>>>>>

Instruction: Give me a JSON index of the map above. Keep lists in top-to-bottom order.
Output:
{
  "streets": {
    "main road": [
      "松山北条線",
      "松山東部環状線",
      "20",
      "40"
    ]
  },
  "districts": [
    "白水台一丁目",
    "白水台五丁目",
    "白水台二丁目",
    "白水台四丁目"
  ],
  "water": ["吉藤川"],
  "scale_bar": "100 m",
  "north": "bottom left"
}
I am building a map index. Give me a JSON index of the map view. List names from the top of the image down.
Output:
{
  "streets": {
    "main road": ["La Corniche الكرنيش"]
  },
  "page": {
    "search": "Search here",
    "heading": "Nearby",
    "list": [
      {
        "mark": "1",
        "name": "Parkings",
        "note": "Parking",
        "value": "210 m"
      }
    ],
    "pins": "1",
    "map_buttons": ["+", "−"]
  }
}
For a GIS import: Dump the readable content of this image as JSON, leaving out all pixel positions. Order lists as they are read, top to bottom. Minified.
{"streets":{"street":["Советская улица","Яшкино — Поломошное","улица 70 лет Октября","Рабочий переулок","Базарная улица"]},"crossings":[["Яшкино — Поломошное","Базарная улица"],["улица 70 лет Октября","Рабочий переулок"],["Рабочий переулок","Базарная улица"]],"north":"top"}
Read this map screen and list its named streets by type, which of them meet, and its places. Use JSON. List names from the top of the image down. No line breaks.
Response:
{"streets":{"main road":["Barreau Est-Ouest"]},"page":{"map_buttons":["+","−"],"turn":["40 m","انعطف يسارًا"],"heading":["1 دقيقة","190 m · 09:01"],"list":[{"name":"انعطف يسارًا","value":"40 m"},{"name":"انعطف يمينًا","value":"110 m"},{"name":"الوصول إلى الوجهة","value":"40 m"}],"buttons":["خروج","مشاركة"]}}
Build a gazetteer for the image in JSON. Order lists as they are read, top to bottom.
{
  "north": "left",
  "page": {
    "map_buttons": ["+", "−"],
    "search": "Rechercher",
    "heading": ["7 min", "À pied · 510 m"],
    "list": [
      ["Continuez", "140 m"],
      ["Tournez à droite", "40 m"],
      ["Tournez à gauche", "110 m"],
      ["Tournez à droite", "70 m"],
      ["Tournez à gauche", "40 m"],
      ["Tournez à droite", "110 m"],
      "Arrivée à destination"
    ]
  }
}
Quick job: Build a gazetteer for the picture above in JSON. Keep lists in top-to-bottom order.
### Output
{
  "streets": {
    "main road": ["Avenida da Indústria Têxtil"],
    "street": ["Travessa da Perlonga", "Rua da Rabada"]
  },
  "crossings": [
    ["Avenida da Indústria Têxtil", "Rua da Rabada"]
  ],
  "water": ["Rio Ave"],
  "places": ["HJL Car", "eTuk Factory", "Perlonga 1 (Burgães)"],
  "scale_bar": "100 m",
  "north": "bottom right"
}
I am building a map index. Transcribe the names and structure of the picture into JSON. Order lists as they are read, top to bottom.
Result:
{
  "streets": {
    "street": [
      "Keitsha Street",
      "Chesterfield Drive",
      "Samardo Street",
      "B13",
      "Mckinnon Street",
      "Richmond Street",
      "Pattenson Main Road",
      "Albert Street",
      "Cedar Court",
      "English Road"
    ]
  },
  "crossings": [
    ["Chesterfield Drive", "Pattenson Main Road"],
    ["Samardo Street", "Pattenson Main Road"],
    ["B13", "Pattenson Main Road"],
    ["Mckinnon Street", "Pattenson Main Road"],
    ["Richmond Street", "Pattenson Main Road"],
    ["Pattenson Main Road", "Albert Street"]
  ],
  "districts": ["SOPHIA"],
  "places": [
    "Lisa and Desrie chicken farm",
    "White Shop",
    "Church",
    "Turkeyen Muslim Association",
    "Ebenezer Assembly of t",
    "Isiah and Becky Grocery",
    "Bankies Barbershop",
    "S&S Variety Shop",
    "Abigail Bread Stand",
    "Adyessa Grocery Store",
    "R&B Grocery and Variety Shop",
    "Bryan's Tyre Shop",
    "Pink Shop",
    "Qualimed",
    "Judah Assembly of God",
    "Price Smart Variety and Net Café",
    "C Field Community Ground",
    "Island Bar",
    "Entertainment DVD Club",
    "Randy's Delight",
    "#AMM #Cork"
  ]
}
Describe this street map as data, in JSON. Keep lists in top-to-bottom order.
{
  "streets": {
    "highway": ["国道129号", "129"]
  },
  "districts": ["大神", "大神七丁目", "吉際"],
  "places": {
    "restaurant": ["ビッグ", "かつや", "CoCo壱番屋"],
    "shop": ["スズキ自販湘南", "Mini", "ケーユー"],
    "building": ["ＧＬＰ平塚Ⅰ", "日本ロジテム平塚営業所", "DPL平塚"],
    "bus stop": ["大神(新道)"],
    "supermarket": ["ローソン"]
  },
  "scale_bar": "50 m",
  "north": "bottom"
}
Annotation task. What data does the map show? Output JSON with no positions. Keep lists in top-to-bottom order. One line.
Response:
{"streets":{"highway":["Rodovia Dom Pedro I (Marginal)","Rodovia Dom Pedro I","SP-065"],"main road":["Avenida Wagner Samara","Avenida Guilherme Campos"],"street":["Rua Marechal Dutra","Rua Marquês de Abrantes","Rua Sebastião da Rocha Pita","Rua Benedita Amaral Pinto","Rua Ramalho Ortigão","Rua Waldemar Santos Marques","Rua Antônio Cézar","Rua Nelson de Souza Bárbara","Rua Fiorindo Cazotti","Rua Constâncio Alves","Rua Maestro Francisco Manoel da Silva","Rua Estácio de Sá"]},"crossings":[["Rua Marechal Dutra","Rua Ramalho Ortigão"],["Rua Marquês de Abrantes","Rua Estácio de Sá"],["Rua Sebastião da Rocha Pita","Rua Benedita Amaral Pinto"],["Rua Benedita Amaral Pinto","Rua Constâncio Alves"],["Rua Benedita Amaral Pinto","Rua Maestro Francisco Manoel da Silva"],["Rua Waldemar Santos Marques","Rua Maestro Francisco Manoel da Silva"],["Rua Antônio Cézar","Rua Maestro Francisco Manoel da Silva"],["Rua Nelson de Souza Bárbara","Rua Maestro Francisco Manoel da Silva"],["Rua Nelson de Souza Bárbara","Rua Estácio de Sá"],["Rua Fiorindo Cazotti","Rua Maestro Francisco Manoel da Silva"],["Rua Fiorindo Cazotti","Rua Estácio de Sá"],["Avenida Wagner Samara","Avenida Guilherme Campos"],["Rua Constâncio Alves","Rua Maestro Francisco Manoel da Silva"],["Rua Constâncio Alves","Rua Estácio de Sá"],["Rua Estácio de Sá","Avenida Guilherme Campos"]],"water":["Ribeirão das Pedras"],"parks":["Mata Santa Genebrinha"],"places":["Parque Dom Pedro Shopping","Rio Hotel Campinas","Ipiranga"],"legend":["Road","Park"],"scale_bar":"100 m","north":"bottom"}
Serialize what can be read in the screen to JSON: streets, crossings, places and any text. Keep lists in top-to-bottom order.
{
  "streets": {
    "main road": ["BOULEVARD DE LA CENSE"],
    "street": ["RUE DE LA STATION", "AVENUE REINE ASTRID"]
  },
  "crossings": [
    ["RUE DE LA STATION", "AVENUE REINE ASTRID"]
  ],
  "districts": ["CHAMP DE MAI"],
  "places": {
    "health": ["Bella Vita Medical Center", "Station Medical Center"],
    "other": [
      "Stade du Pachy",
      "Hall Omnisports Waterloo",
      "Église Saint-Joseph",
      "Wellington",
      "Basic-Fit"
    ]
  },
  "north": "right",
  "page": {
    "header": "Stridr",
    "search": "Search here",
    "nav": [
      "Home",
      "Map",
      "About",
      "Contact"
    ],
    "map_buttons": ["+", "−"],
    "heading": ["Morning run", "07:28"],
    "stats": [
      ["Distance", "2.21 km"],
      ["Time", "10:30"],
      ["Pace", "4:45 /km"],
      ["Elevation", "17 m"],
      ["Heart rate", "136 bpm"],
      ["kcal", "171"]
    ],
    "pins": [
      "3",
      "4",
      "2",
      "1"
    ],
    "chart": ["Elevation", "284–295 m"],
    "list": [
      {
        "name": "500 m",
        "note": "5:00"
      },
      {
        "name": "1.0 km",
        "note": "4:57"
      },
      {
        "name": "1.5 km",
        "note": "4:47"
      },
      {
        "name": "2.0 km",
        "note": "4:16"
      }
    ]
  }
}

<<<<<

Wherever a line in the records contains the word "Give", copy that line.

TASK ANSWER:
Instruction: Give me a JSON index of the map above. Keep lists in top-to-bottom order.
I am building a map index. Give me a JSON index of the map view. List names from the top of the image down.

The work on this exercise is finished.